#### [Provided data]
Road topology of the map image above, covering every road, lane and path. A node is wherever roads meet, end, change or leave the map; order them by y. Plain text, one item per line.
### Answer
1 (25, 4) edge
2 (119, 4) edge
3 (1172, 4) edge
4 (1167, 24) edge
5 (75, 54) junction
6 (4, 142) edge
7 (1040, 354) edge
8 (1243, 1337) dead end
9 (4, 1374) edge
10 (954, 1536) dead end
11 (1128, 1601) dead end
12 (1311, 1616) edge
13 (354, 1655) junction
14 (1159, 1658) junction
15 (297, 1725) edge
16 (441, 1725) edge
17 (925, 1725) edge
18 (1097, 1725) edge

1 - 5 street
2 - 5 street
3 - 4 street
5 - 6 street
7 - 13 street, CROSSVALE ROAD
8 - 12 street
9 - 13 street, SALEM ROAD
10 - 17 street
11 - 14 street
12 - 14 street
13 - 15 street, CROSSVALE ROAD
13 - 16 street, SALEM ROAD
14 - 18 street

---

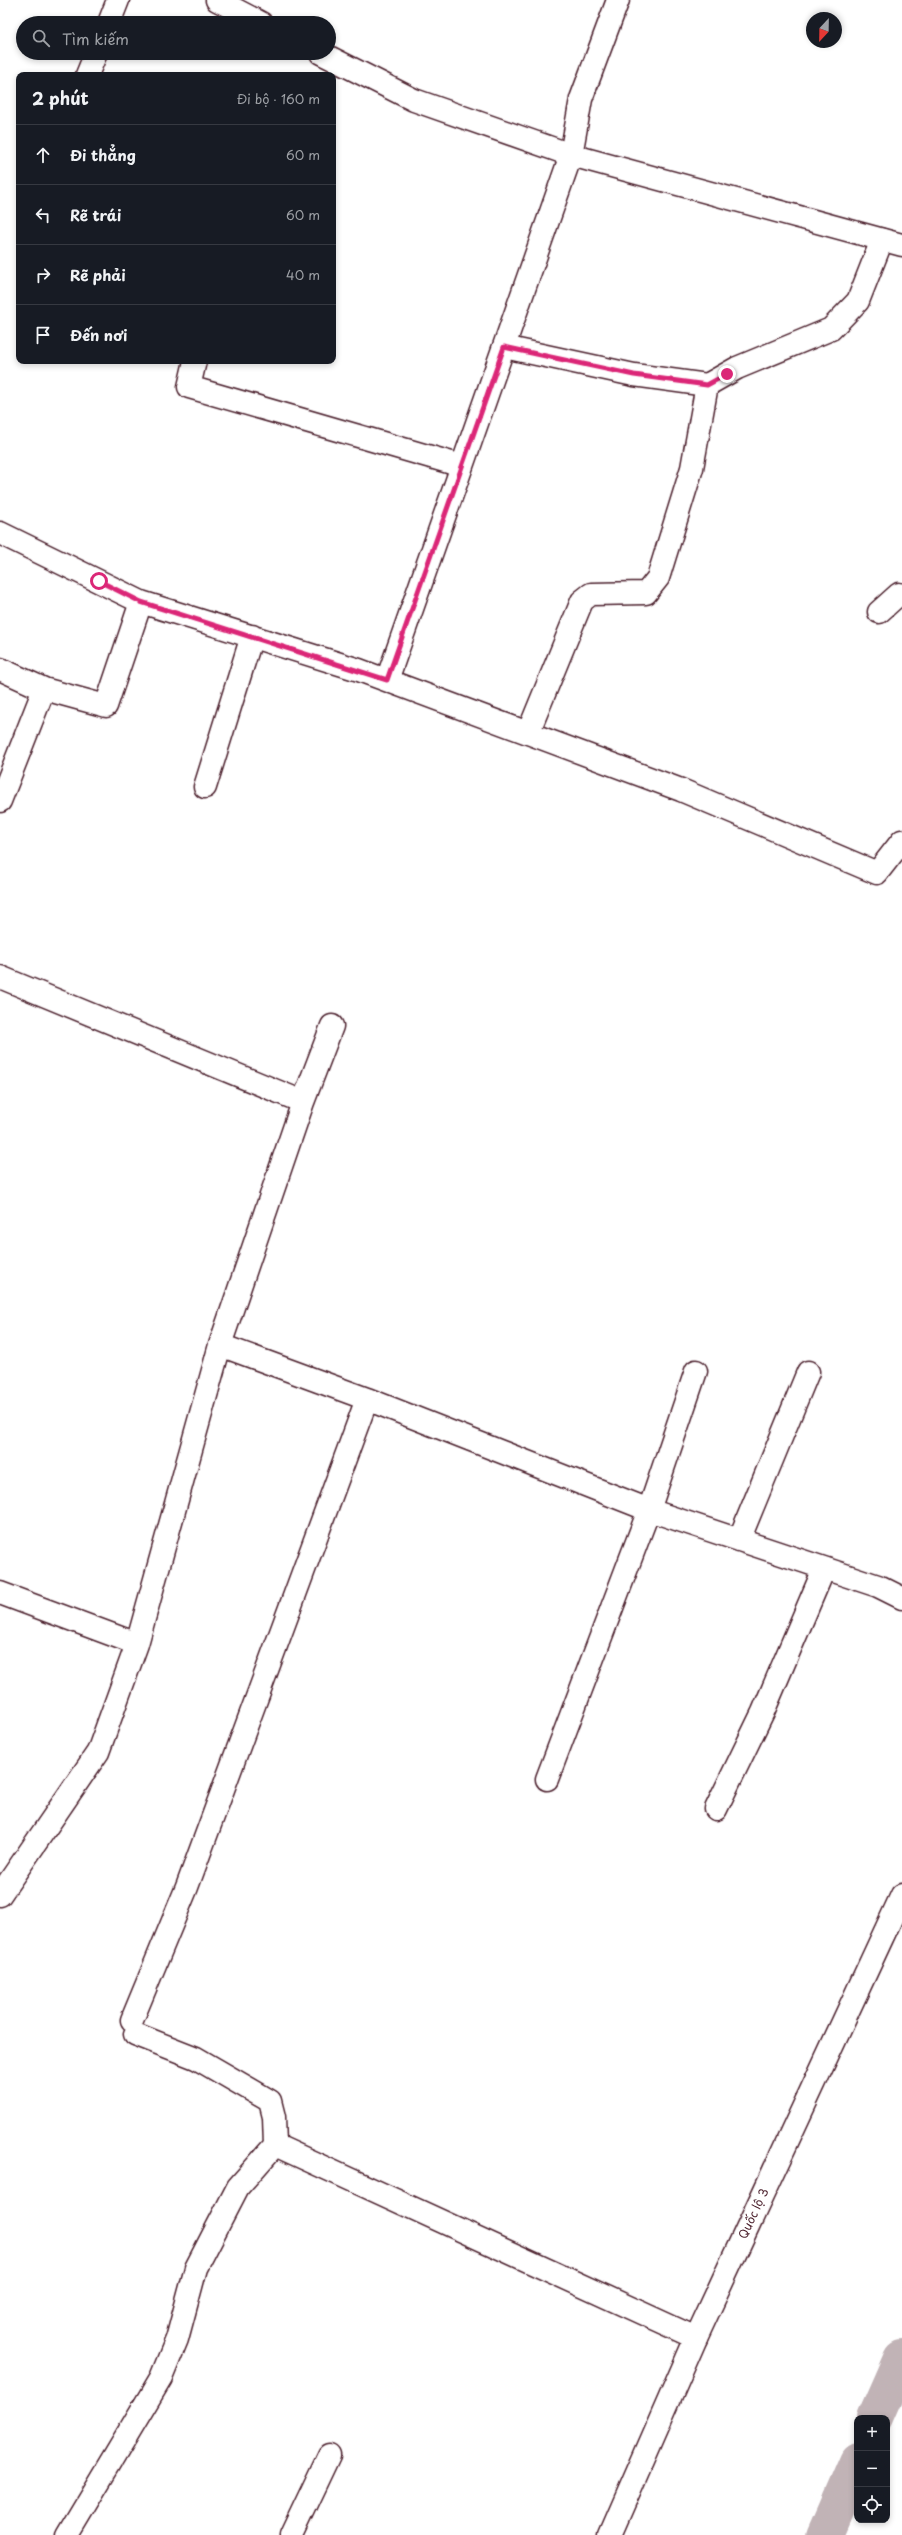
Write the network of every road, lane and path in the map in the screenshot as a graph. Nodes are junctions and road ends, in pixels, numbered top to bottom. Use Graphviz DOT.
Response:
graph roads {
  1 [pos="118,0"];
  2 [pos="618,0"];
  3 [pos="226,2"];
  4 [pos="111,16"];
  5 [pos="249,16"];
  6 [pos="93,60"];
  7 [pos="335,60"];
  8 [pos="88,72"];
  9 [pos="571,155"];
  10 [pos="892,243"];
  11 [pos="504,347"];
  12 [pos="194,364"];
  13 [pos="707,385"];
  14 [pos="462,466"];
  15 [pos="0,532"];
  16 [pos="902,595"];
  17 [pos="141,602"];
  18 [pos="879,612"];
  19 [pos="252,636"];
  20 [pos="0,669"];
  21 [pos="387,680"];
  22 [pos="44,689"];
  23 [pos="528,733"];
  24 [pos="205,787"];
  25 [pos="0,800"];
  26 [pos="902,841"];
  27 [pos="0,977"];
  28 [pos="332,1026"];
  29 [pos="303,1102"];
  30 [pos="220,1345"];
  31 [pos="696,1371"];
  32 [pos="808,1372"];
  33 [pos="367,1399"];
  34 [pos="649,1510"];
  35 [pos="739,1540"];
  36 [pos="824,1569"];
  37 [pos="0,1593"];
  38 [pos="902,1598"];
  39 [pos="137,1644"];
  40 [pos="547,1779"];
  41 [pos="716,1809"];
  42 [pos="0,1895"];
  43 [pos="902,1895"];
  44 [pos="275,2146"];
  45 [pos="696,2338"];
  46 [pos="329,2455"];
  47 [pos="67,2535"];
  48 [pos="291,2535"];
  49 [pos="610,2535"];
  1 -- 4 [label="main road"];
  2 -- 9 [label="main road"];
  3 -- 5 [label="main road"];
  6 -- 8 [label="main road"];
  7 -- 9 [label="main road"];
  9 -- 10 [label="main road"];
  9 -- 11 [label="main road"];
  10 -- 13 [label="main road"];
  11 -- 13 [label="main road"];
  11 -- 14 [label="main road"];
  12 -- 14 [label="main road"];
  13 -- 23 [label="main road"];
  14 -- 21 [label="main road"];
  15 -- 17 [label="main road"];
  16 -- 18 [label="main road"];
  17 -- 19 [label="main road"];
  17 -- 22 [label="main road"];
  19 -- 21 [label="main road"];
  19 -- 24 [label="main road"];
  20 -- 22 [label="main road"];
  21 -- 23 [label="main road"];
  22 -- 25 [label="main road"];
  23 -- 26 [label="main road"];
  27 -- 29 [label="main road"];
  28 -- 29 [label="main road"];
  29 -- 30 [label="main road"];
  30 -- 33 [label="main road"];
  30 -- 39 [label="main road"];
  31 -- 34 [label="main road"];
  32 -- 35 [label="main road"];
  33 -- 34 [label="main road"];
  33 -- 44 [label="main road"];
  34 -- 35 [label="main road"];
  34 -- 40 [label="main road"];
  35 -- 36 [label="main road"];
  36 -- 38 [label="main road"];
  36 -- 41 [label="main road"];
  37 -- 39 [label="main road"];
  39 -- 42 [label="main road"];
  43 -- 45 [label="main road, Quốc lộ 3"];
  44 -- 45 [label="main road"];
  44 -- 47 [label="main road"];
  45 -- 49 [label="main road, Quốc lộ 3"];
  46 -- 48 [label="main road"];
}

--

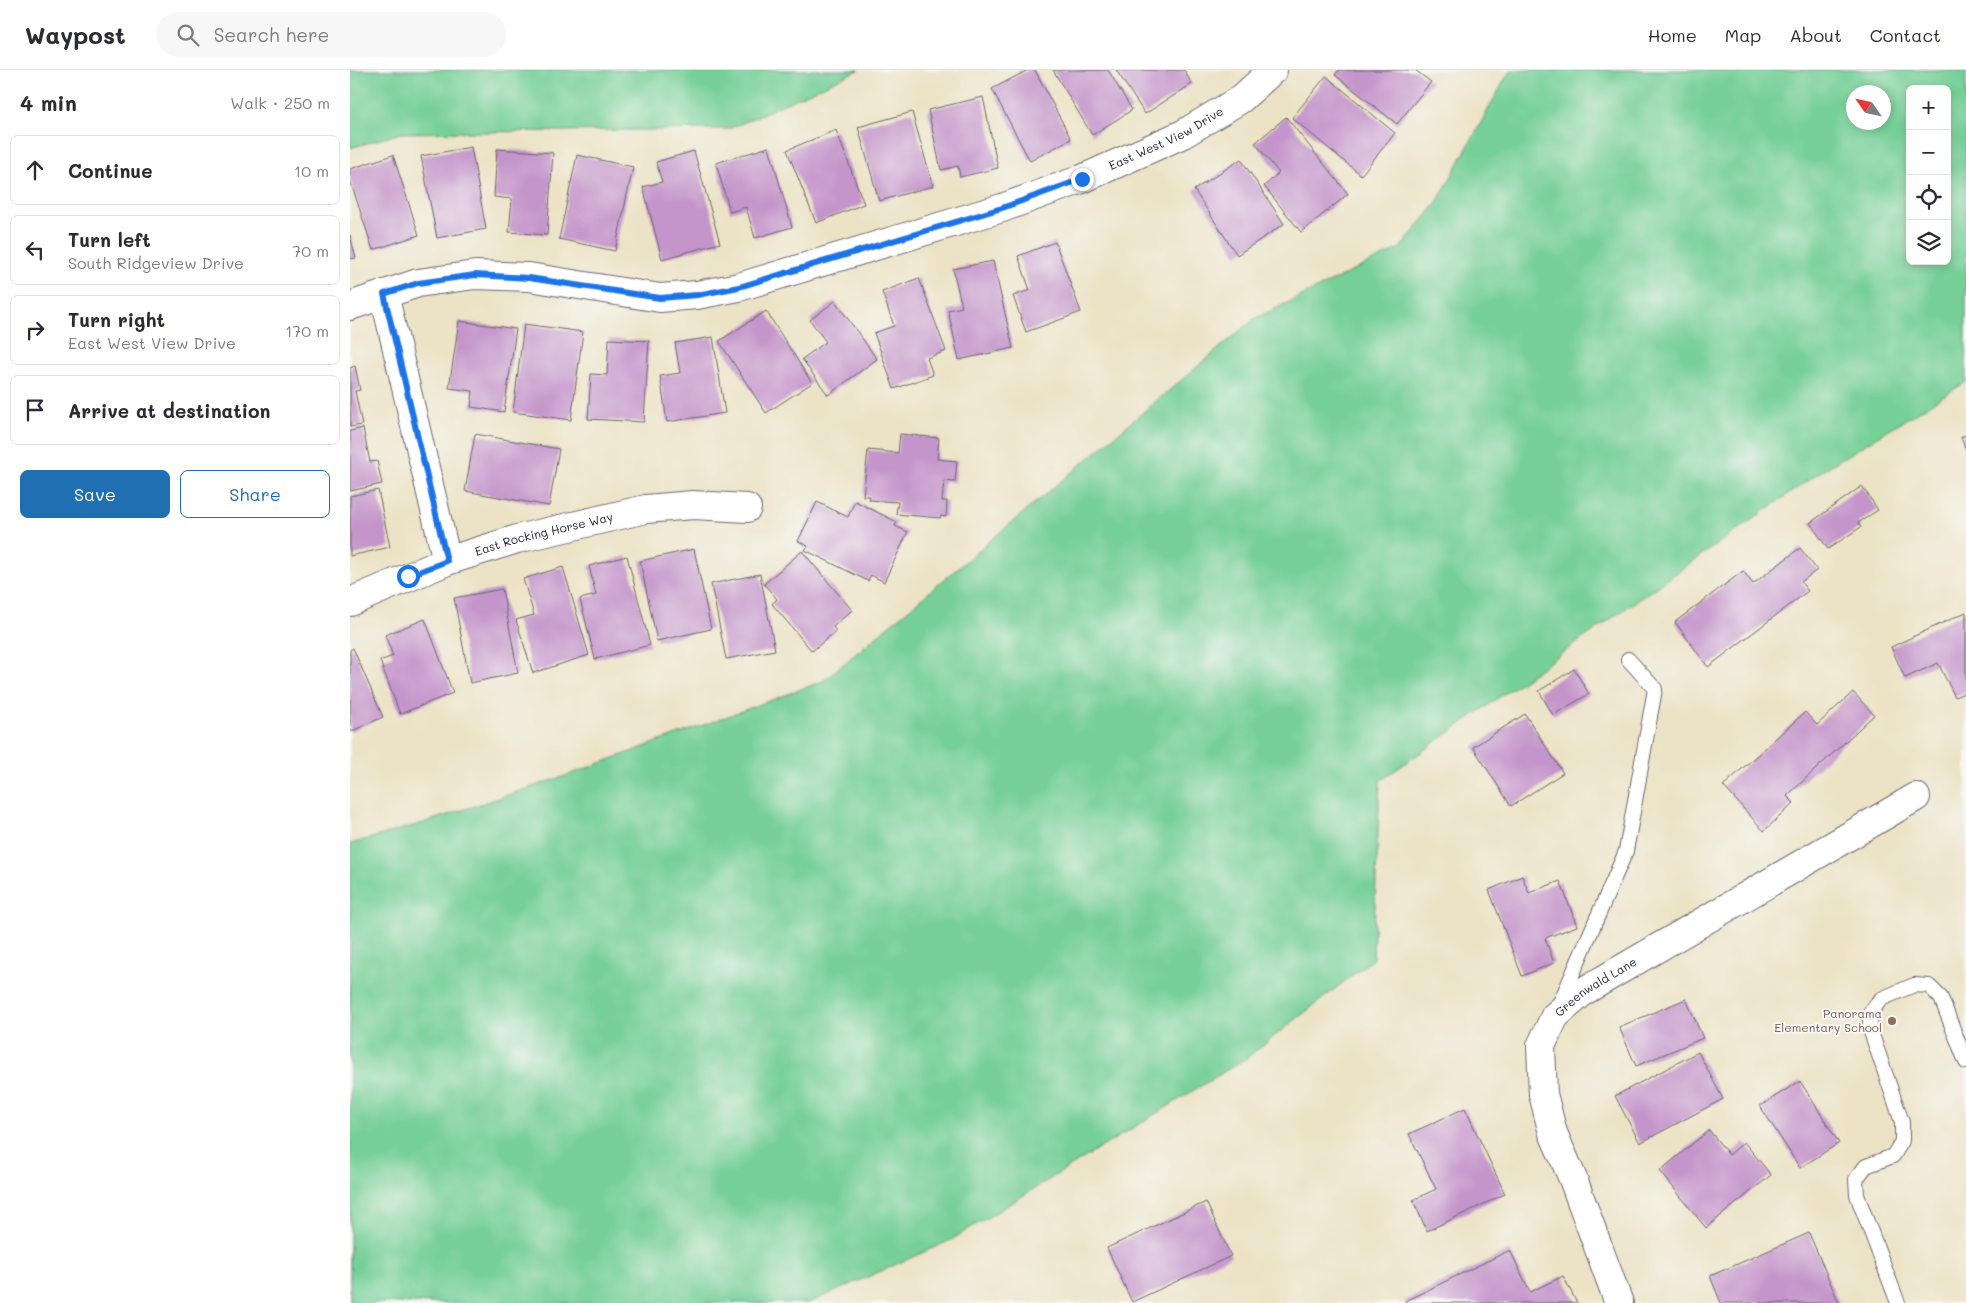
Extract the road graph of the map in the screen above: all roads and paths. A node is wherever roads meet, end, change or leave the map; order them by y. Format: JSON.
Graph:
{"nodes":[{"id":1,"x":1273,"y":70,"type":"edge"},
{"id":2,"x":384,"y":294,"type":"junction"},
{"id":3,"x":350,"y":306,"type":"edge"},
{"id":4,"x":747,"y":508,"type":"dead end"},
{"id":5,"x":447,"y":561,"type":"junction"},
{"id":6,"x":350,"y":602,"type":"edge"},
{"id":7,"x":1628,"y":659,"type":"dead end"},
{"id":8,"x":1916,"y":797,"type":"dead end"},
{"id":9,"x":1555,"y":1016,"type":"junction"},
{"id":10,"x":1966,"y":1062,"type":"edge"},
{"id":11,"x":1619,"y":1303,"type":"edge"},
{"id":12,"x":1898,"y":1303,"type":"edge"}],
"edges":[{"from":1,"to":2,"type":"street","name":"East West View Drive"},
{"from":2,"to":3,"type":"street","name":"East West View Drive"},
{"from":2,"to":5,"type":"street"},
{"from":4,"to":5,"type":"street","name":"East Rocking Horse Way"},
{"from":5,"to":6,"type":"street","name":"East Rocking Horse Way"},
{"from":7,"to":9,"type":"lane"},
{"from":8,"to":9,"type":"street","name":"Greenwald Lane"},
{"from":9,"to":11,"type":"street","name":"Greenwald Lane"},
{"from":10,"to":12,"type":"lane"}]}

#### [What you are asked to do]
Look through the entries above and report each line where the string "every" occurs.

#### [Reply]
Road topology of the map image above, covering every road, lane and path. A node is wherever roads meet, end, change or leave the map; order them by y. Plain text, one item per line.
Write the network of every road, lane and path in the map in the screenshot as a graph. Nodes are junctions and road ends, in pixels, numbered top to bottom. Use Graphviz DOT.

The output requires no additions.